The full listing is to be written out again, unchanged.

* _EXTRACTED ENTRIES_:
· · · ·

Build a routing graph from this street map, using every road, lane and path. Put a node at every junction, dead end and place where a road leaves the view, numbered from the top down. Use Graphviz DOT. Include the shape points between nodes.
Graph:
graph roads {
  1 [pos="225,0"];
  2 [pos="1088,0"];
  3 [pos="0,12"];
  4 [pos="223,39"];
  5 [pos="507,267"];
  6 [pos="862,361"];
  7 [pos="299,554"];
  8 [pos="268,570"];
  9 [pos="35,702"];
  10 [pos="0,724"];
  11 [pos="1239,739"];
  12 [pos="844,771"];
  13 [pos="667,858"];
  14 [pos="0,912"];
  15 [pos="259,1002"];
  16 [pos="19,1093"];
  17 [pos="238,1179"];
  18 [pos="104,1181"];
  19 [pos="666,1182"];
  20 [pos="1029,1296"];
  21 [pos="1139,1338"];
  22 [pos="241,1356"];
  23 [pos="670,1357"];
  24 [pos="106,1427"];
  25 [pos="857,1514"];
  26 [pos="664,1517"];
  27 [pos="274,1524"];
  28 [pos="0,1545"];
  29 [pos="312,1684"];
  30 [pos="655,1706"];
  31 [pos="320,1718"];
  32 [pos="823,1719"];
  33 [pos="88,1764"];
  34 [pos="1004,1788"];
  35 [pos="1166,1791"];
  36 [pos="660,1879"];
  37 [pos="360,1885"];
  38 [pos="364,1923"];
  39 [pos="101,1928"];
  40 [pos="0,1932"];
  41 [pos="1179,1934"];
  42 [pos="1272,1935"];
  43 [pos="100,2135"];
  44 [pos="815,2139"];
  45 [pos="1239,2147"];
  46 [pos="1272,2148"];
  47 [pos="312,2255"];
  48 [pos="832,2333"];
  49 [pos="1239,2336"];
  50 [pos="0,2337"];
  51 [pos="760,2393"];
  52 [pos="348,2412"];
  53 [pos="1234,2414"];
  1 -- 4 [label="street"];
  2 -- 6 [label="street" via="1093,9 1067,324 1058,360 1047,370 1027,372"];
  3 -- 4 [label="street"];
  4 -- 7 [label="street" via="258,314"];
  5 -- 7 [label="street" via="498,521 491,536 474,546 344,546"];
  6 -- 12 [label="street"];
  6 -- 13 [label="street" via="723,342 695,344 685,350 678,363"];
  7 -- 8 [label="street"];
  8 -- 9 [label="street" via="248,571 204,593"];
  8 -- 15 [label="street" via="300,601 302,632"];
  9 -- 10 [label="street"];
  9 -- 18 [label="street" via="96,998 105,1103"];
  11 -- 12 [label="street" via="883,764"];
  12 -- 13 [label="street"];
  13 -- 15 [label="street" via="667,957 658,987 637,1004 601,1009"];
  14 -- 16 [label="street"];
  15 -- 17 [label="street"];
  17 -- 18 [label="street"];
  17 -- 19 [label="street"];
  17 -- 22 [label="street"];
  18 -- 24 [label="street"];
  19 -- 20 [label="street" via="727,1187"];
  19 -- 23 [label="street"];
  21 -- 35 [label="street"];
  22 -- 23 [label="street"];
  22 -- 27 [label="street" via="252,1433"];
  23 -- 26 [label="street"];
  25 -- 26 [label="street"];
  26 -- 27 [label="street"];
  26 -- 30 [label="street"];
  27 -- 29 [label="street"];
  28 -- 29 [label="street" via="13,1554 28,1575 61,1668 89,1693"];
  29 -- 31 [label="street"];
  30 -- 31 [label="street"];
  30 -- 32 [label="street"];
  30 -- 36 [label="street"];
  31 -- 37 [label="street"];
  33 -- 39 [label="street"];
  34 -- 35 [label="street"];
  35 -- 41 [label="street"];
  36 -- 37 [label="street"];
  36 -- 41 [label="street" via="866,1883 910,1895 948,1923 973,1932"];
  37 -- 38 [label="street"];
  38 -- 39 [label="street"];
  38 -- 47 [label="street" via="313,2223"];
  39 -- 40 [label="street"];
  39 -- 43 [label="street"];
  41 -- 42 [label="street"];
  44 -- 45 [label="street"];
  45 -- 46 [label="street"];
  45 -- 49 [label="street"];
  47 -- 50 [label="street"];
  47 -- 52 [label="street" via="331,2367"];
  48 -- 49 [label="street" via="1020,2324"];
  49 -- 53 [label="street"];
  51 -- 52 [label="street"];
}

· · · ·

* _EXERCISE RESPONSE_:
Build a routing graph from this street map, using every road, lane and path. Put a node at every junction, dead end and place where a road leaves the view, numbered from the top down. Use Graphviz DOT. Include the shape points between nodes.
Graph:
graph roads {
  1 [pos="225,0"];
  2 [pos="1088,0"];
  3 [pos="0,12"];
  4 [pos="223,39"];
  5 [pos="507,267"];
  6 [pos="862,361"];
  7 [pos="299,554"];
  8 [pos="268,570"];
  9 [pos="35,702"];
  10 [pos="0,724"];
  11 [pos="1239,739"];
  12 [pos="844,771"];
  13 [pos="667,858"];
  14 [pos="0,912"];
  15 [pos="259,1002"];
  16 [pos="19,1093"];
  17 [pos="238,1179"];
  18 [pos="104,1181"];
  19 [pos="666,1182"];
  20 [pos="1029,1296"];
  21 [pos="1139,1338"];
  22 [pos="241,1356"];
  23 [pos="670,1357"];
  24 [pos="106,1427"];
  25 [pos="857,1514"];
  26 [pos="664,1517"];
  27 [pos="274,1524"];
  28 [pos="0,1545"];
  29 [pos="312,1684"];
  30 [pos="655,1706"];
  31 [pos="320,1718"];
  32 [pos="823,1719"];
  33 [pos="88,1764"];
  34 [pos="1004,1788"];
  35 [pos="1166,1791"];
  36 [pos="660,1879"];
  37 [pos="360,1885"];
  38 [pos="364,1923"];
  39 [pos="101,1928"];
  40 [pos="0,1932"];
  41 [pos="1179,1934"];
  42 [pos="1272,1935"];
  43 [pos="100,2135"];
  44 [pos="815,2139"];
  45 [pos="1239,2147"];
  46 [pos="1272,2148"];
  47 [pos="312,2255"];
  48 [pos="832,2333"];
  49 [pos="1239,2336"];
  50 [pos="0,2337"];
  51 [pos="760,2393"];
  52 [pos="348,2412"];
  53 [pos="1234,2414"];
  1 -- 4 [label="street"];
  2 -- 6 [label="street" via="1093,9 1067,324 1058,360 1047,370 1027,372"];
  3 -- 4 [label="street"];
  4 -- 7 [label="street" via="258,314"];
  5 -- 7 [label="street" via="498,521 491,536 474,546 344,546"];
  6 -- 12 [label="street"];
  6 -- 13 [label="street" via="723,342 695,344 685,350 678,363"];
  7 -- 8 [label="street"];
  8 -- 9 [label="street" via="248,571 204,593"];
  8 -- 15 [label="street" via="300,601 302,632"];
  9 -- 10 [label="street"];
  9 -- 18 [label="street" via="96,998 105,1103"];
  11 -- 12 [label="street" via="883,764"];
  12 -- 13 [label="street"];
  13 -- 15 [label="street" via="667,957 658,987 637,1004 601,1009"];
  14 -- 16 [label="street"];
  15 -- 17 [label="street"];
  17 -- 18 [label="street"];
  17 -- 19 [label="street"];
  17 -- 22 [label="street"];
  18 -- 24 [label="street"];
  19 -- 20 [label="street" via="727,1187"];
  19 -- 23 [label="street"];
  21 -- 35 [label="street"];
  22 -- 23 [label="street"];
  22 -- 27 [label="street" via="252,1433"];
  23 -- 26 [label="street"];
  25 -- 26 [label="street"];
  26 -- 27 [label="street"];
  26 -- 30 [label="street"];
  27 -- 29 [label="street"];
  28 -- 29 [label="street" via="13,1554 28,1575 61,1668 89,1693"];
  29 -- 31 [label="street"];
  30 -- 31 [label="street"];
  30 -- 32 [label="street"];
  30 -- 36 [label="street"];
  31 -- 37 [label="street"];
  33 -- 39 [label="street"];
  34 -- 35 [label="street"];
  35 -- 41 [label="street"];
  36 -- 37 [label="street"];
  36 -- 41 [label="street" via="866,1883 910,1895 948,1923 973,1932"];
  37 -- 38 [label="street"];
  38 -- 39 [label="street"];
  38 -- 47 [label="street" via="313,2223"];
  39 -- 40 [label="street"];
  39 -- 43 [label="street"];
  41 -- 42 [label="street"];
  44 -- 45 [label="street"];
  45 -- 46 [label="street"];
  45 -- 49 [label="street"];
  47 -- 50 [label="street"];
  47 -- 52 [label="street" via="331,2367"];
  48 -- 49 [label="street" via="1020,2324"];
  49 -- 53 [label="street"];
  51 -- 52 [label="street"];
}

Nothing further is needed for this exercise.